The research, published by Arch Virol and conducted by scientists from Chung-Ang University, The Catholic University of Korea, Kyungpook National University and Gyeongkuk National University, analyzed whether extracts from hemp roots and stems could limit viral activity in cell models.

The team prepared ethanol extracts and organic solvent fractions from hemp material, first identifying non-toxic concentration ranges through standard cytotoxicity assays. Several of these fractions showed strong virucidal effects, but the hexane and chloroform fractions stood out for producing the most pronounced suppression of viral activity.

When these highly active fractions were applied after cells had already been infected, researchers observed a sharp reduction in viral replication. Both JEV mRNA and the viral E protein dropped substantially, indicating that the post-treatment approach directly interfered with the virus’s ability to grow. By contrast, applying the fractions before viral exposure—or at the same time as exposure—did not offer meaningful protection, suggesting the compounds work most effectively once infection is underway.

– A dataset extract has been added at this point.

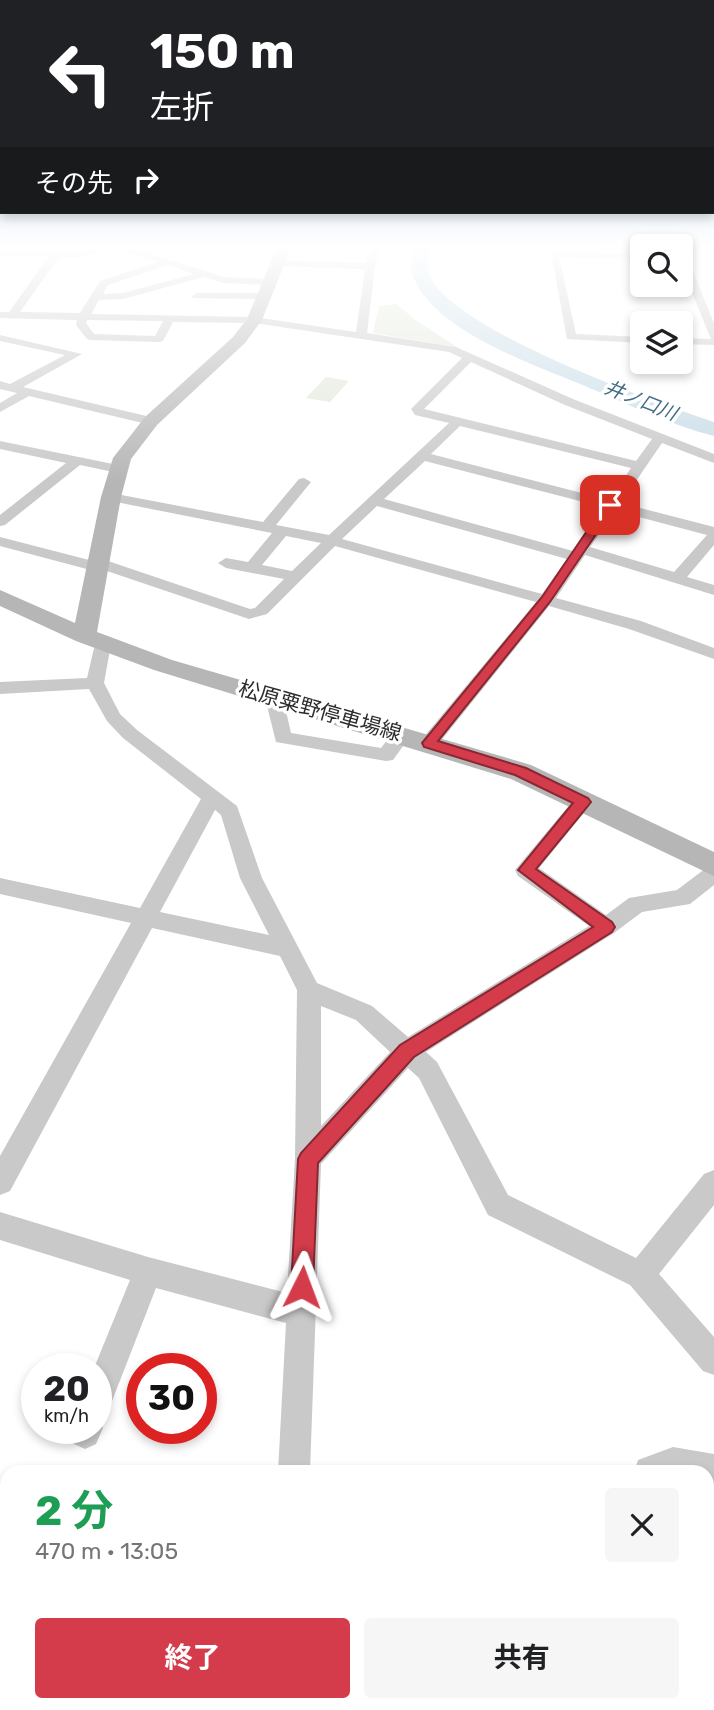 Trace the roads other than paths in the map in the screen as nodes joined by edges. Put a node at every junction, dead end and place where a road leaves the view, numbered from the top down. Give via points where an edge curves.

Further chemical analysis identified several known hemp-derived molecules within the active fractions, and one compound in particular, stigmasterol, emerged as a key antiviral candidate. In follow-up tests, stigmasterol demonstrated both virucidal action and direct antiviral activity. It disrupted viral entry during infection and suppressed viral growth afterward, again reducing JEV mRNA and E protein expression to significant levels.